Court to consider if debt collectors are liable for filing claims barred by the statute of limitations.

By Lex Rogerson, Columbia – Lexington Bankruptcy Attorneyproof-of-claim-optimized

The US Supreme Court has agreed to decide whether a collection agency that attempts to collect a time-barred debt by filing a bankruptcy claim commits an unfair debt collection practice.  Midland Funding, LLC, v. Johnson.

The high court will review a May 2016 decision of the Eleventh Circuit Court of Appeals holding that filing a time-barred bankruptcy claim violates the federal Fair Debt Collection Practices Act.  That law prohibits false, deceptive, or misleading conduct in the collection of debts.

Actually, the Eleventh Circuit had decided that stale claims can trigger FDCPA liability two years before, in a case called Crawford v. LVNV Funding, LLC.  In May’s Johnson decision, the court reaffirmed that holding and went one step further.  It held that the Bankruptcy Code, by permitting creditors to file proofs of claim, does not protect debt collectors from this liability.

Since the Johnson decision, two other courts of appeal have disagreed.  Using slightly different reasoning, the Seventh and Eighth Circuits dismissed FDCPA suits based on stale bankruptcy claims.  Conflicts between circuits tend to make the Supreme Court more likely to hear a case.

What is a stale bankruptcy claim?

State statutes of limitation restrict the time a creditor may sue to collect a debt.  These periods vary from state to state, with most states allowing from three to six years from the last payment or charge.  If a creditor sues after this period has run, the debtor can defend by pleading that the debt is time-barred.

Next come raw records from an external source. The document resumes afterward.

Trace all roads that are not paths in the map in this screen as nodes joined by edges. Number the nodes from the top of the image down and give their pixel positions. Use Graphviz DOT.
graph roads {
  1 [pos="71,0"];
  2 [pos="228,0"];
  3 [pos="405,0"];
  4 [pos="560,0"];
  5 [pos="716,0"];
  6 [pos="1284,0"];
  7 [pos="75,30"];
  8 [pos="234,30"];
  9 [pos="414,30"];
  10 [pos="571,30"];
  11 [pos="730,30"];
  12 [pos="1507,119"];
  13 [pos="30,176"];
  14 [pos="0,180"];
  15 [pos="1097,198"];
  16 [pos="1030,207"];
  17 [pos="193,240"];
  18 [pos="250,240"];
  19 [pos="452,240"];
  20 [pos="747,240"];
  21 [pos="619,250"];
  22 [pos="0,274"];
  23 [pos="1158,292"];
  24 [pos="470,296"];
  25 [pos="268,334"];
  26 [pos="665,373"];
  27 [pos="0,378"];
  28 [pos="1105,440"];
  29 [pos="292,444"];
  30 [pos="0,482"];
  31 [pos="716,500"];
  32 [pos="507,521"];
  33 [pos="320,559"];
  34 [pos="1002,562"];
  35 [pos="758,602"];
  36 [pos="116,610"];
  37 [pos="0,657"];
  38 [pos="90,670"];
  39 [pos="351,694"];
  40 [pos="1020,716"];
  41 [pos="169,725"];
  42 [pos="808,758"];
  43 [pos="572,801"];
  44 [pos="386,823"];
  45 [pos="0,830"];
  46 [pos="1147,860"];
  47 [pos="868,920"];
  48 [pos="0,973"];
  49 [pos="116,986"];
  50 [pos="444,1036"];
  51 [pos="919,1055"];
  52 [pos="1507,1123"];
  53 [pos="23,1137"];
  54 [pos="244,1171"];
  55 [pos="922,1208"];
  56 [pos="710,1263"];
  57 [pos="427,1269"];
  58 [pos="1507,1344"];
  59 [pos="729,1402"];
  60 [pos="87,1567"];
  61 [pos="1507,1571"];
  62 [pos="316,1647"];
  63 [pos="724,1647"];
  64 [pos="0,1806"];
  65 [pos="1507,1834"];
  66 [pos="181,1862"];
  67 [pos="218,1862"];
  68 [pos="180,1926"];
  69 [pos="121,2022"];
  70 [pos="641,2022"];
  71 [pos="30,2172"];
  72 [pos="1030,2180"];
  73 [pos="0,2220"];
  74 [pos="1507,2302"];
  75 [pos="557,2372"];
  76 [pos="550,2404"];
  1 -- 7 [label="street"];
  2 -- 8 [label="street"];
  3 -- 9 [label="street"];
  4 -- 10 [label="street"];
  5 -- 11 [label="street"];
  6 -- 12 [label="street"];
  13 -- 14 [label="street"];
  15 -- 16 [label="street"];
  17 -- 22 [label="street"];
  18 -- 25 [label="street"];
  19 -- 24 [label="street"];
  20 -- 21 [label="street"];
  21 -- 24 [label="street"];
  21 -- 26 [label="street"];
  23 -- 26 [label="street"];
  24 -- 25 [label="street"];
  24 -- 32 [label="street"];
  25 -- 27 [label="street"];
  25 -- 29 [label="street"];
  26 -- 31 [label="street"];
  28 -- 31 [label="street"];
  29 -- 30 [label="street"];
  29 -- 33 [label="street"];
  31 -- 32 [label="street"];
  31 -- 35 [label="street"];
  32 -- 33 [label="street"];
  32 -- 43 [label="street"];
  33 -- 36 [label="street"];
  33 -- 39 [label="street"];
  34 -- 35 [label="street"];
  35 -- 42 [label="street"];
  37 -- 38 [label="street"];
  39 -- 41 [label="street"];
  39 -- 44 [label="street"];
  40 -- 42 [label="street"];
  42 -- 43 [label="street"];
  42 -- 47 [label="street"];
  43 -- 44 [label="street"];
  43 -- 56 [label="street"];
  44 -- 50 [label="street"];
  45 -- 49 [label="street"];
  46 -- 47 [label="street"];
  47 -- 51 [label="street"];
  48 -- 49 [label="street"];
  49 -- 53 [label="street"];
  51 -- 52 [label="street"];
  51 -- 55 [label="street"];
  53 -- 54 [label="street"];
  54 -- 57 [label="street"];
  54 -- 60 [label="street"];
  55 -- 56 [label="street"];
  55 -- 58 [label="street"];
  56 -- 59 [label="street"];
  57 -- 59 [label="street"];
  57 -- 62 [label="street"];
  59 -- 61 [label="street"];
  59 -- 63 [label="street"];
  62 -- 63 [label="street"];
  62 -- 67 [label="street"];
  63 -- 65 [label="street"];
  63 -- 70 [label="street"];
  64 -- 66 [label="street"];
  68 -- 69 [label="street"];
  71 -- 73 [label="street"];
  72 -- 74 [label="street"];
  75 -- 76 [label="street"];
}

Statutes of limitations do not forbid creditors from using other means, such as collection letters or offers to settle for a discount, to collect debts.  The courts are divided on whether the FCDPA and state debt collection practices laws permit these other means of collection.

Which creditors does this affect?

The FDCPA regulates conduct by debt collectors who collect debts for others.  It does not apply to creditors collecting their own debts.  But it does apply to debt buyers who buy debts that are already in default.

In recent years we have seen a huge increase in the market for bad debt.  Companies like Midland Funding and LVNV Funding purchase portfolios of defaulted credit card accounts for a surprisingly few pennies on the dollar.  If they can recover even a small percentage of the debt, they make a killing.  The economics of this market create a powerful incentive for overreaching.  And bankruptcy cases provide a relatively low-effort method to get that small recovery — which becomes a huge recovery when debt buyers repeat this tactic millions of times.

Whom do stale bankruptcy claims hurt?

At first blush this seems a simple issue of between the debtor and the holder of a time-barred claim.  After all, a wrongly allowed claim has to be paid.  But because of the way bankruptcy works, the people who really suffer from stale claims are other creditors.

In most bankruptcy cases, unsecured creditors share a fixed amount of money.  In chapter 7, the debtor’s non-exempt assets determine that amount, while the debtor’s disposable income also determines the amount in chapter 13.  But in either case, typically, a pre-determined pot of money is available for distribution to unsecured creditors.

Debtors usually do not care how much of this pot goes to each creditor.  Their obligation is simply to fund the pot.  So debtors have little incentive to object to stale claims.  But as creditors file more dollars’ worth of claims, each creditor stands to receive a smaller share of the pot.  So when a creditor files a time-barred claim and no one objects, the creditors holding valid claims receive less than they should.  And creditors rarely review other creditors’ claims, much less object to them.  This creates an opening for debt buyers to collect uncollectible debts at the expense of their fellow creditors.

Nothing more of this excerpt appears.